→ **Work order**
Look for the word "hand". Copy every line of the listing where it occurs.

→ **Records for the exercise**
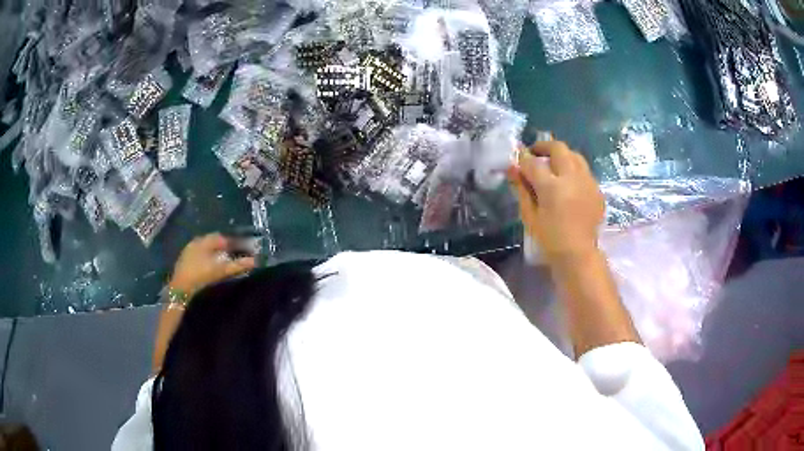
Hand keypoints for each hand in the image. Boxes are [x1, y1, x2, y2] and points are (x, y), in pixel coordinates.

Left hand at [169, 233, 255, 297]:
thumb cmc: (201, 276)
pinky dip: (207, 260)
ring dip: (215, 254)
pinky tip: (211, 268)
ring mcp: (188, 252)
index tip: (242, 249)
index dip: (233, 242)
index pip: (221, 237)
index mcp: (203, 240)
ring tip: (225, 263)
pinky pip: (199, 257)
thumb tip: (255, 261)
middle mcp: (195, 242)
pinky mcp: (184, 262)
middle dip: (224, 248)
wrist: (180, 290)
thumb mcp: (221, 270)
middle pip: (213, 242)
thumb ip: (238, 264)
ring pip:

→ **Written response**
Hand keypoints for each hand in the image. Boxes are [x1, y1, x2, y2] and points are (x, y), in pixel coordinates.
Left hand at [169, 233, 255, 297]:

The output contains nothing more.